Give back the full listing as written. No pictures go with it.

=== Begin Enclosure ===

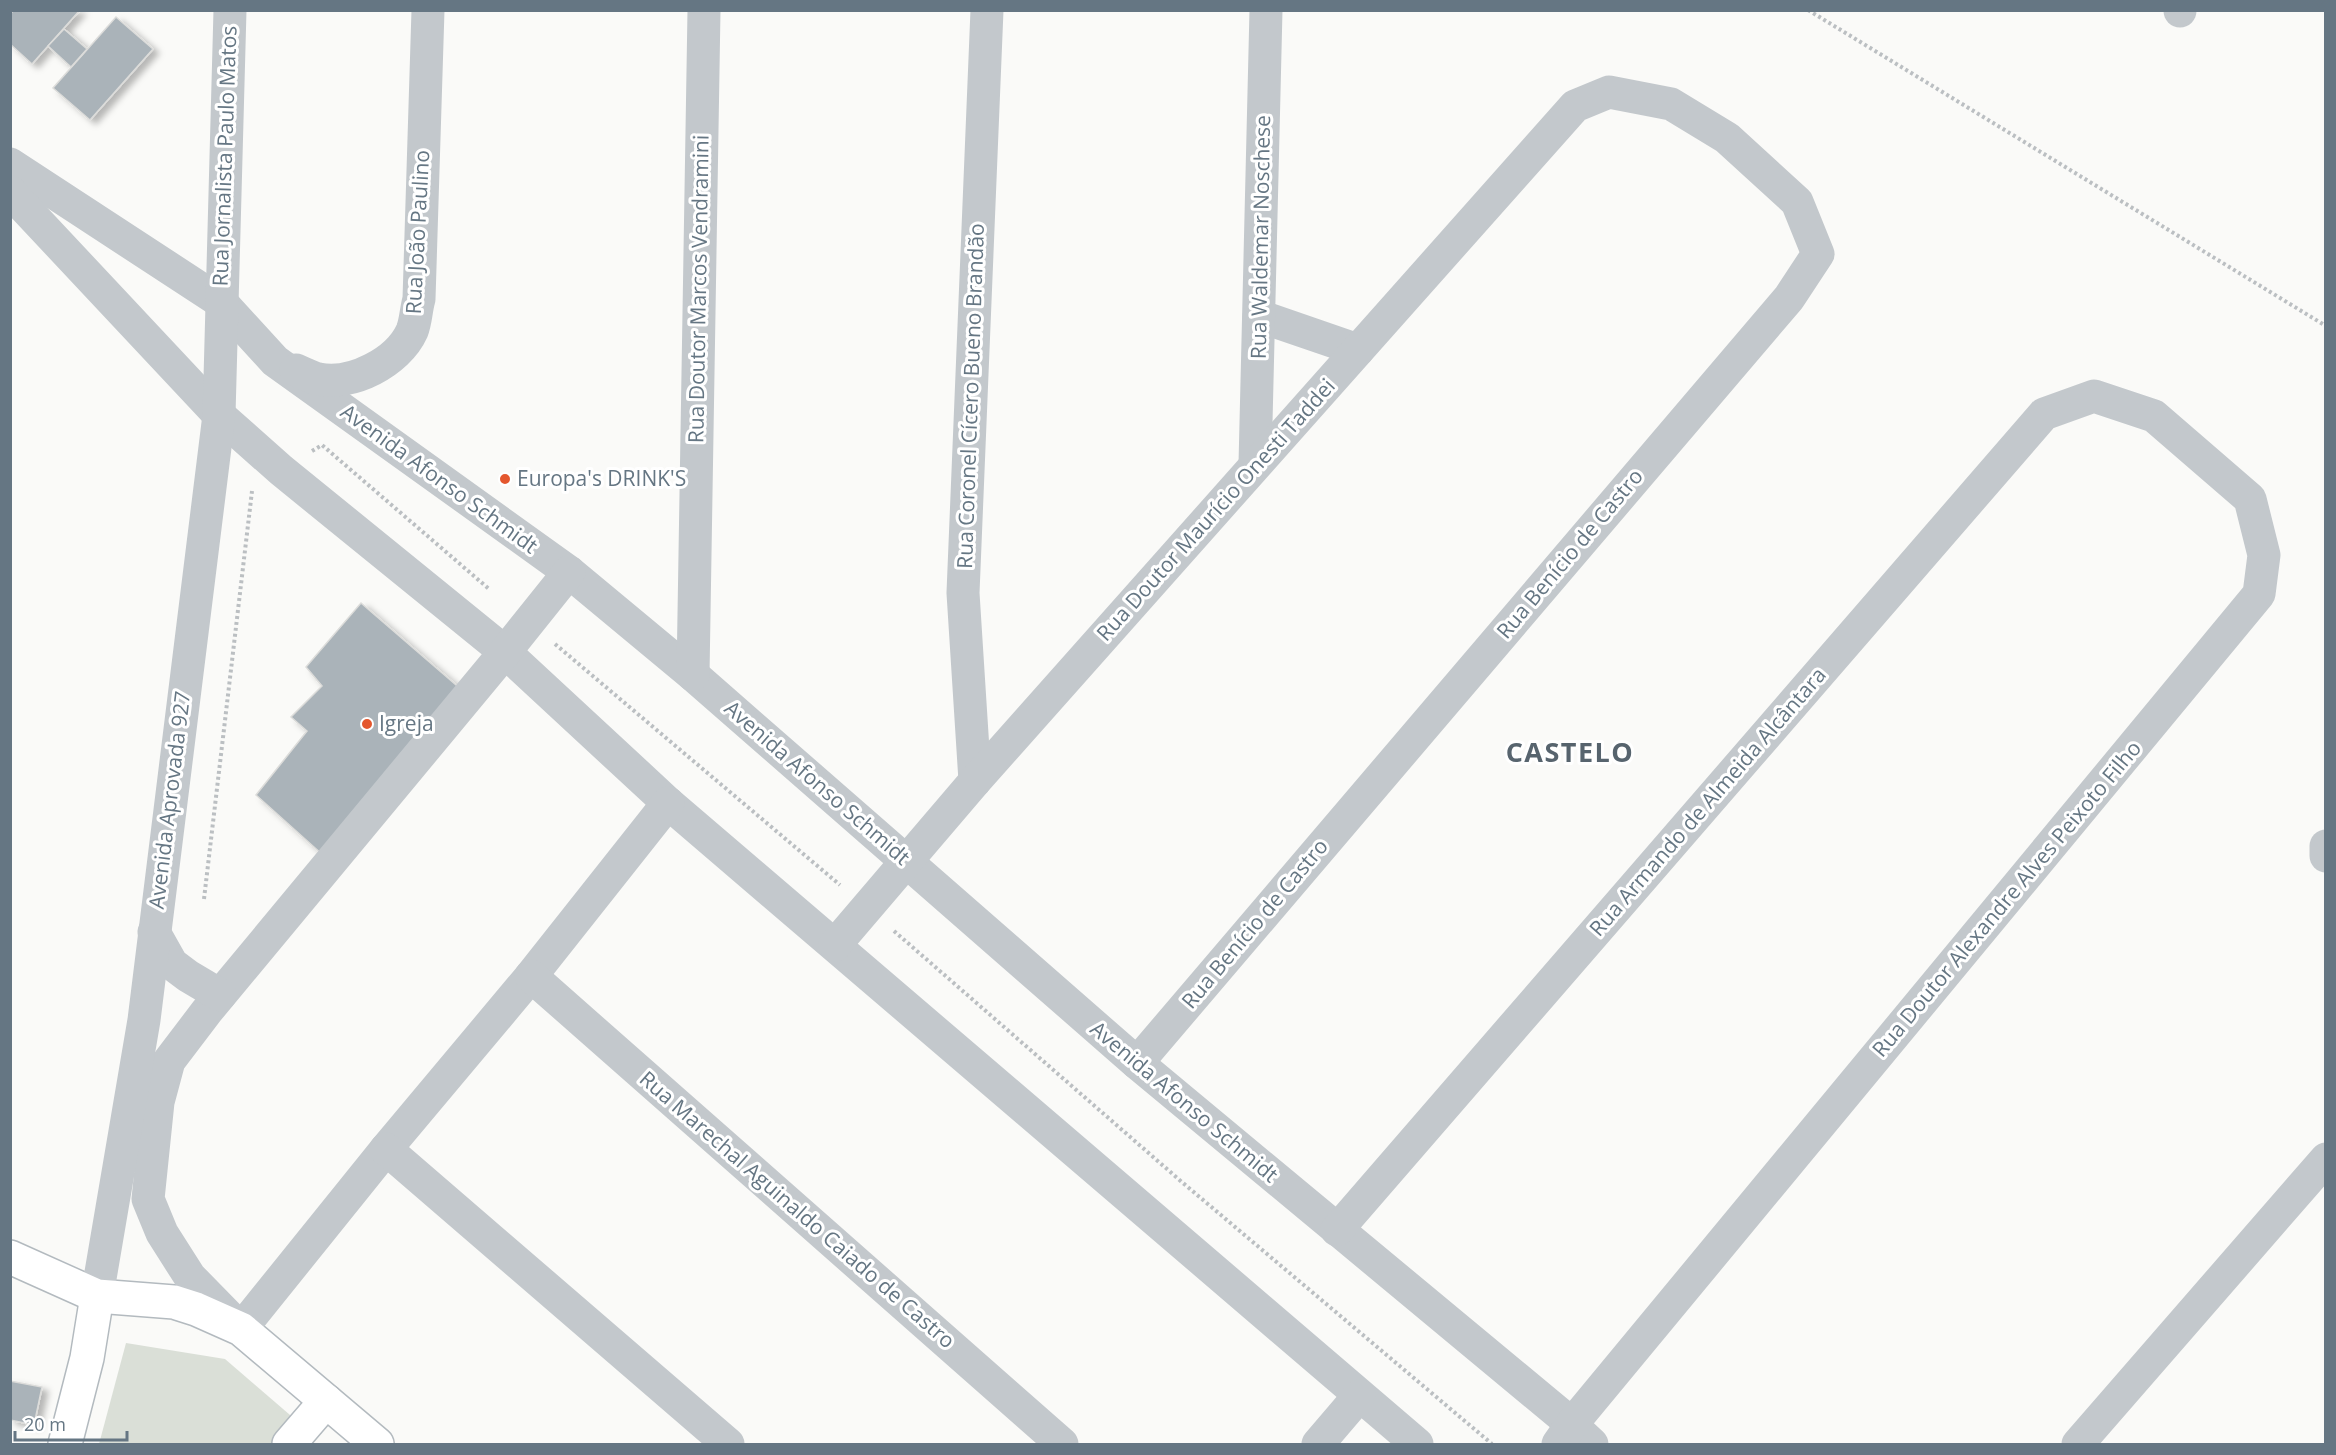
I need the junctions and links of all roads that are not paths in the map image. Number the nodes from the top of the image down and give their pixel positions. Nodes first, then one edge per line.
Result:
1 (230, 10) edge
2 (428, 10) edge
3 (704, 10) edge
4 (987, 10) edge
5 (1266, 10) edge
6 (1609, 92) joint
7 (10, 164) edge
8 (10, 192) edge
9 (221, 302) junction
10 (1259, 316) junction
11 (1358, 350) junction
12 (275, 362) junction
13 (2094, 396) joint
14 (219, 415) junction
15 (1255, 464) junction
16 (568, 572) junction
17 (505, 652) junction
18 (693, 675) junction
19 (975, 782) junction
20 (668, 803) junction
21 (2325, 846) edge
22 (2325, 856) edge
23 (908, 863) junction
24 (154, 932) junction
25 (835, 945) junction
26 (531, 976) junction
27 (220, 995) junction
28 (1137, 1063) junction
29 (386, 1149) junction
30 (2325, 1159) edge
31 (1337, 1230) junction
32 (10, 1257) edge
33 (97, 1296) junction
34 (241, 1329) junction
35 (1359, 1396) junction
36 (326, 1401) junction
37 (1574, 1438) edge
38 (65, 1444) edge
39 (289, 1444) edge
40 (377, 1444) edge
41 (728, 1444) edge
42 (1062, 1444) edge
43 (1318, 1444) edge
44 (1417, 1444) edge
45 (2078, 1444) edge

1 - 9 street, Rua Jornalista Paulo Matos
2 - 12 street, Rua João Paulino
3 - 18 street, Rua Doutor Marcos Vendramini
4 - 19 street, Rua Coronel Cícero Bueno Brandão
5 - 10 street, Rua Waldemar Noschese
6 - 11 street, Rua Doutor Maurício Onesti Taddei
6 - 28 street, Rua Benício de Castro
7 - 9 street, Avenida Afonso Schmidt
8 - 14 street
9 - 12 street, Avenida Afonso Schmidt
9 - 14 street, Avenida Aprovada 927
10 - 11 street
10 - 15 street, Rua Waldemar Noschese
11 - 15 street, Rua Doutor Maurício Onesti Taddei
12 - 16 street, Avenida Afonso Schmidt
13 - 31 street, Rua Armando de Almeida Alcântara
13 - 37 street, Rua Doutor Alexandre Alves Peixoto Filho
14 - 17 street
14 - 24 street, Avenida Aprovada 927
15 - 19 street, Rua Doutor Maurício Onesti Taddei
16 - 17 street
16 - 18 street, Avenida Afonso Schmidt
17 - 20 street
17 - 27 street
18 - 23 street, Avenida Afonso Schmidt
19 - 23 street, Rua Doutor Maurício Onesti Taddei
20 - 25 street
20 - 26 street
21 - 22 street
23 - 25 street, Rua Doutor Maurício Onesti Taddei
23 - 28 street, Avenida Afonso Schmidt
24 - 27 street
24 - 33 street, Avenida Aprovada 927
25 - 35 street
26 - 29 street
26 - 42 street, Rua Marechal Aguinaldo Caiado de Castro
27 - 34 street
28 - 31 street, Avenida Afonso Schmidt
29 - 34 street
29 - 41 street
30 - 45 street
31 - 37 street, Avenida Afonso Schmidt
32 - 33 street
33 - 34 street
33 - 38 street
34 - 36 street
35 - 43 street
35 - 44 street
36 - 39 street
36 - 40 street

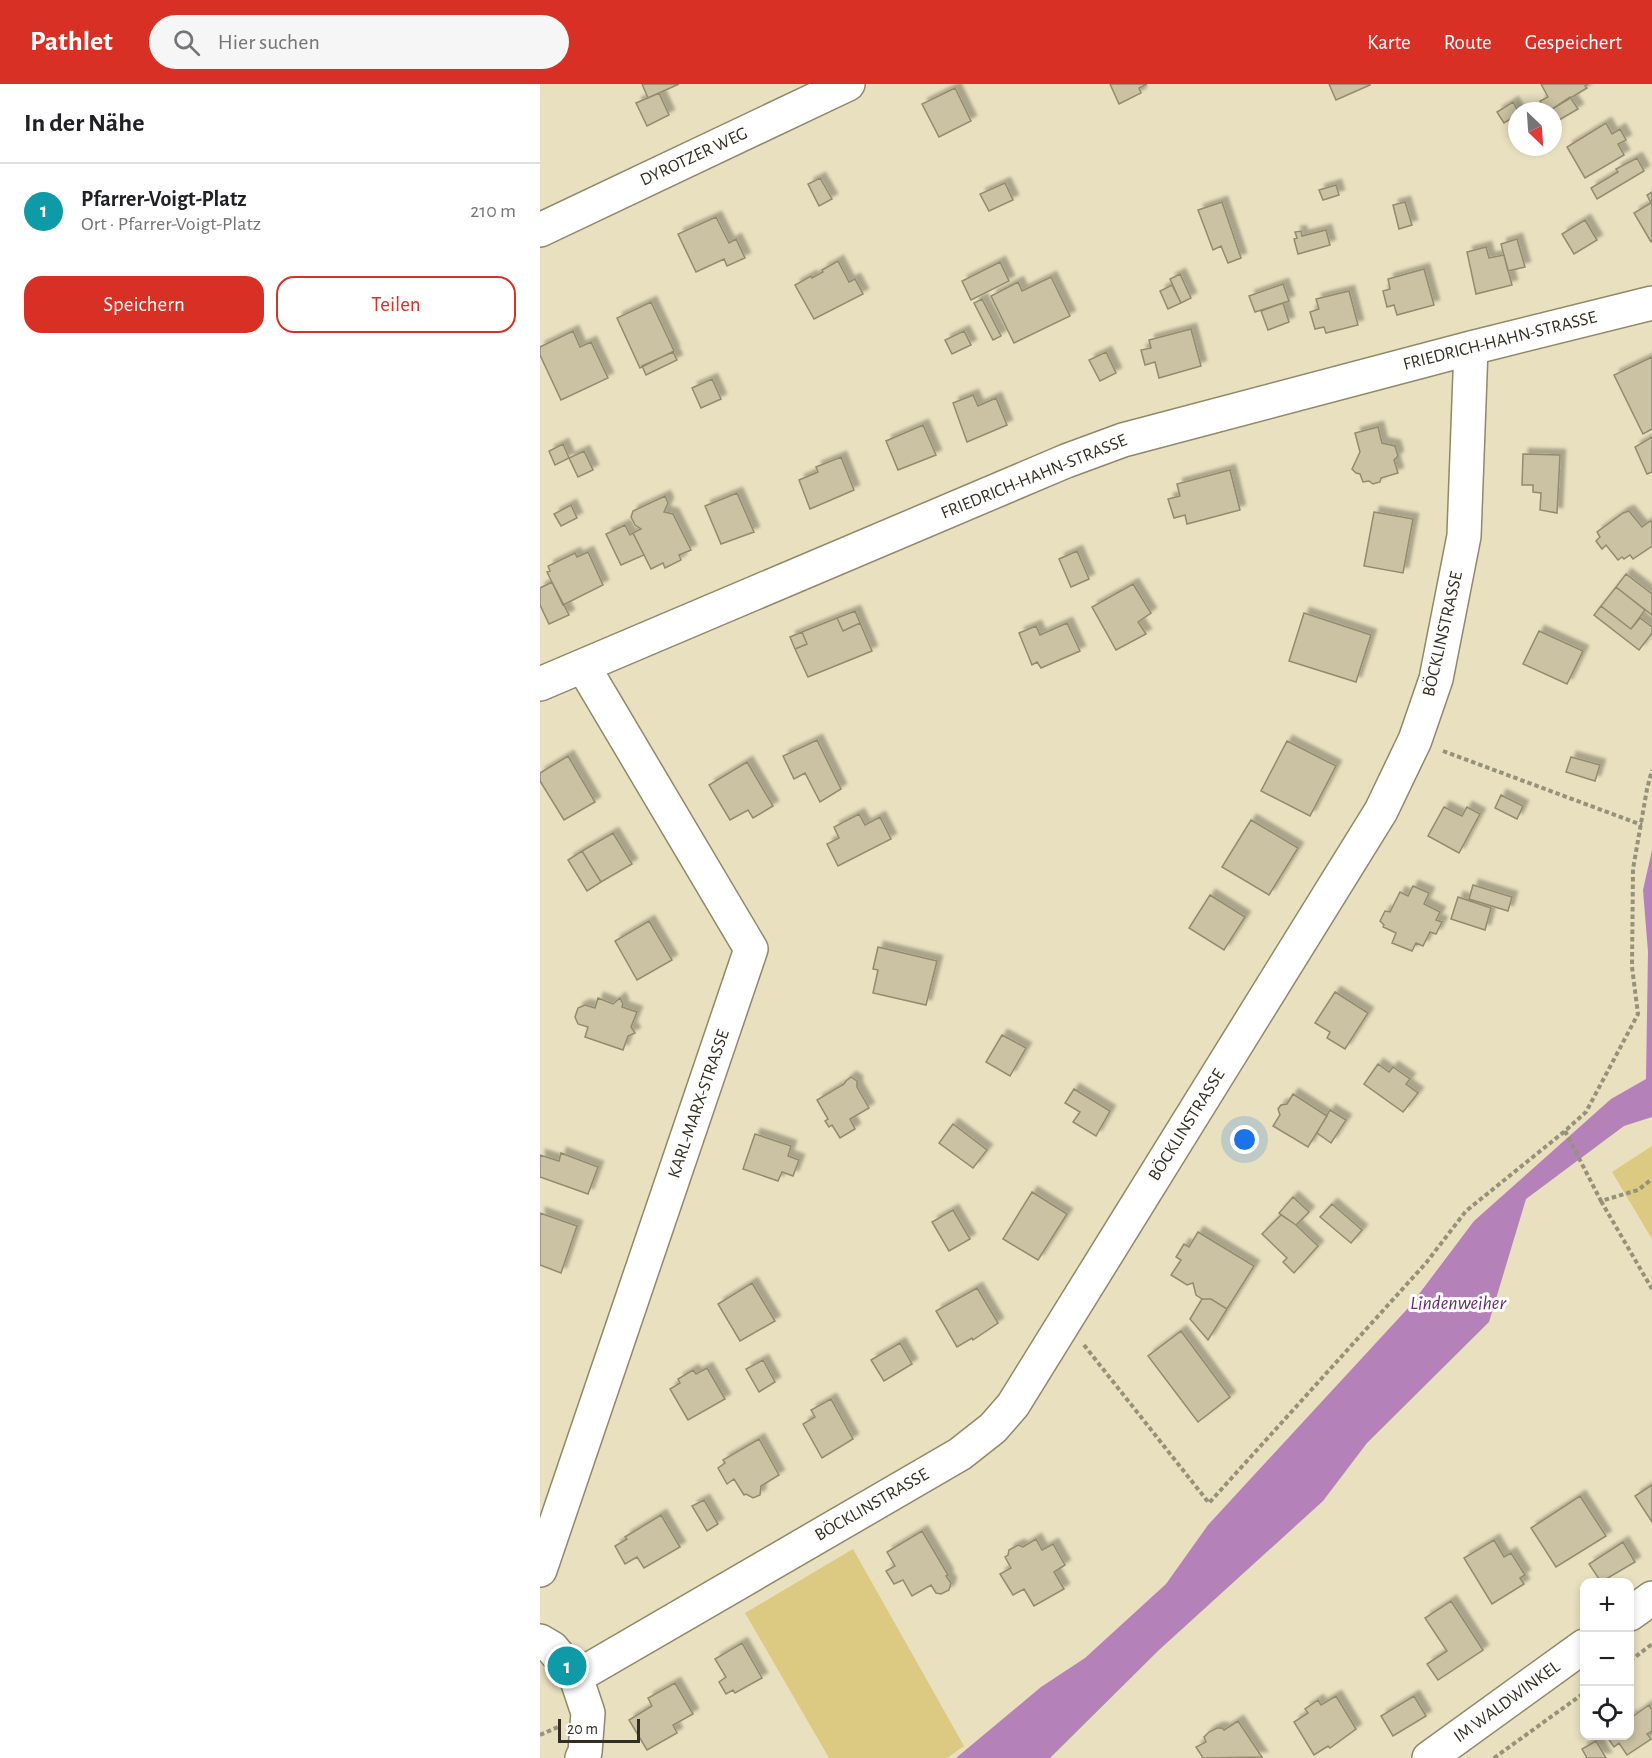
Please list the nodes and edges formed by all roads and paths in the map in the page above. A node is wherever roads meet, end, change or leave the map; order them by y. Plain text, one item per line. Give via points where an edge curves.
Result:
1 (848, 84) edge
2 (540, 231) edge
3 (1652, 303) edge
4 (1471, 348) junction
5 (583, 666) junction
6 (540, 684) edge
7 (1415, 740) junction
8 (1652, 770) edge
9 (1642, 825) junction
10 (1565, 1131) junction
11 (1652, 1179) edge
12 (1601, 1201) junction
13 (1652, 1289) edge
14 (1066, 1322) junction
15 (540, 1570) edge
16 (1652, 1598) edge
17 (1634, 1611) edge
18 (540, 1641) edge
19 (1652, 1644) edge
20 (1580, 1649) edge
21 (1634, 1657) edge
22 (576, 1677) junction
23 (1580, 1696) edge
24 (582, 1758) edge
25 (1429, 1758) edge
26 (1494, 1758) edge

1 - 2 street, DYROTZER WEG
3 - 4 street, FRIEDRICH-HAHN-STRASSE
4 - 5 street, FRIEDRICH-HAHN-STRASSE via 1123,440 1055,465
4 - 7 street, BÖCKLINSTRASSE via 1464,536 1436,679
5 - 6 street, FRIEDRICH-HAHN-STRASSE
5 - 15 street, KARL-MARX-STRASSE via 752,949
7 - 9 path
7 - 14 street, BÖCKLINSTRASSE via 1381,811
8 - 9 path
9 - 10 path via 1633,869 1632,967 1638,1014 1586,1112
10 - 12 path
10 - 14 path via 1466,1211 1426,1263 1209,1503
11 - 12 path via 1638,1190
12 - 13 path
14 - 22 street, BÖCKLINSTRASSE via 1013,1405 993,1428 960,1454
16 - 17 street
18 - 22 street via 552,1648
19 - 21 path
20 - 25 street, IM WALDWINKEL
22 - 24 street via 588,1713
23 - 26 path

=== End Enclosure ===

• **The completed task**
I need the junctions and links of all roads that are not paths in the map image. Number the nodes from the top of the image down and give their pixel positions. Nodes first, then one edge per line.
Result:
1 (230, 10) edge
2 (428, 10) edge
3 (704, 10) edge
4 (987, 10) edge
5 (1266, 10) edge
6 (1609, 92) joint
7 (10, 164) edge
8 (10, 192) edge
9 (221, 302) junction
10 (1259, 316) junction
11 (1358, 350) junction
12 (275, 362) junction
13 (2094, 396) joint
14 (219, 415) junction
15 (1255, 464) junction
16 (568, 572) junction
17 (505, 652) junction
18 (693, 675) junction
19 (975, 782) junction
20 (668, 803) junction
21 (2325, 846) edge
22 (2325, 856) edge
23 (908, 863) junction
24 (154, 932) junction
25 (835, 945) junction
26 (531, 976) junction
27 (220, 995) junction
28 (1137, 1063) junction
29 (386, 1149) junction
30 (2325, 1159) edge
31 (1337, 1230) junction
32 (10, 1257) edge
33 (97, 1296) junction
34 (241, 1329) junction
35 (1359, 1396) junction
36 (326, 1401) junction
37 (1574, 1438) edge
38 (65, 1444) edge
39 (289, 1444) edge
40 (377, 1444) edge
41 (728, 1444) edge
42 (1062, 1444) edge
43 (1318, 1444) edge
44 (1417, 1444) edge
45 (2078, 1444) edge

1 - 9 street, Rua Jornalista Paulo Matos
2 - 12 street, Rua João Paulino
3 - 18 street, Rua Doutor Marcos Vendramini
4 - 19 street, Rua Coronel Cícero Bueno Brandão
5 - 10 street, Rua Waldemar Noschese
6 - 11 street, Rua Doutor Maurício Onesti Taddei
6 - 28 street, Rua Benício de Castro
7 - 9 street, Avenida Afonso Schmidt
8 - 14 street
9 - 12 street, Avenida Afonso Schmidt
9 - 14 street, Avenida Aprovada 927
10 - 11 street
10 - 15 street, Rua Waldemar Noschese
11 - 15 street, Rua Doutor Maurício Onesti Taddei
12 - 16 street, Avenida Afonso Schmidt
13 - 31 street, Rua Armando de Almeida Alcântara
13 - 37 street, Rua Doutor Alexandre Alves Peixoto Filho
14 - 17 street
14 - 24 street, Avenida Aprovada 927
15 - 19 street, Rua Doutor Maurício Onesti Taddei
16 - 17 street
16 - 18 street, Avenida Afonso Schmidt
17 - 20 street
17 - 27 street
18 - 23 street, Avenida Afonso Schmidt
19 - 23 street, Rua Doutor Maurício Onesti Taddei
20 - 25 street
20 - 26 street
21 - 22 street
23 - 25 street, Rua Doutor Maurício Onesti Taddei
23 - 28 street, Avenida Afonso Schmidt
24 - 27 street
24 - 33 street, Avenida Aprovada 927
25 - 35 street
26 - 29 street
26 - 42 street, Rua Marechal Aguinaldo Caiado de Castro
27 - 34 street
28 - 31 street, Avenida Afonso Schmidt
29 - 34 street
29 - 41 street
30 - 45 street
31 - 37 street, Avenida Afonso Schmidt
32 - 33 street
33 - 34 street
33 - 38 street
34 - 36 street
35 - 43 street
35 - 44 street
36 - 39 street
36 - 40 street

Please list the nodes and edges formed by all roads and paths in the map in the page above. A node is wherever roads meet, end, change or leave the map; order them by y. Plain text, one item per line. Give via points where an edge curves.
Result:
1 (848, 84) edge
2 (540, 231) edge
3 (1652, 303) edge
4 (1471, 348) junction
5 (583, 666) junction
6 (540, 684) edge
7 (1415, 740) junction
8 (1652, 770) edge
9 (1642, 825) junction
10 (1565, 1131) junction
11 (1652, 1179) edge
12 (1601, 1201) junction
13 (1652, 1289) edge
14 (1066, 1322) junction
15 (540, 1570) edge
16 (1652, 1598) edge
17 (1634, 1611) edge
18 (540, 1641) edge
19 (1652, 1644) edge
20 (1580, 1649) edge
21 (1634, 1657) edge
22 (576, 1677) junction
23 (1580, 1696) edge
24 (582, 1758) edge
25 (1429, 1758) edge
26 (1494, 1758) edge

1 - 2 street, DYROTZER WEG
3 - 4 street, FRIEDRICH-HAHN-STRASSE
4 - 5 street, FRIEDRICH-HAHN-STRASSE via 1123,440 1055,465
4 - 7 street, BÖCKLINSTRASSE via 1464,536 1436,679
5 - 6 street, FRIEDRICH-HAHN-STRASSE
5 - 15 street, KARL-MARX-STRASSE via 752,949
7 - 9 path
7 - 14 street, BÖCKLINSTRASSE via 1381,811
8 - 9 path
9 - 10 path via 1633,869 1632,967 1638,1014 1586,1112
10 - 12 path
10 - 14 path via 1466,1211 1426,1263 1209,1503
11 - 12 path via 1638,1190
12 - 13 path
14 - 22 street, BÖCKLINSTRASSE via 1013,1405 993,1428 960,1454
16 - 17 street
18 - 22 street via 552,1648
19 - 21 path
20 - 25 street, IM WALDWINKEL
22 - 24 street via 588,1713
23 - 26 path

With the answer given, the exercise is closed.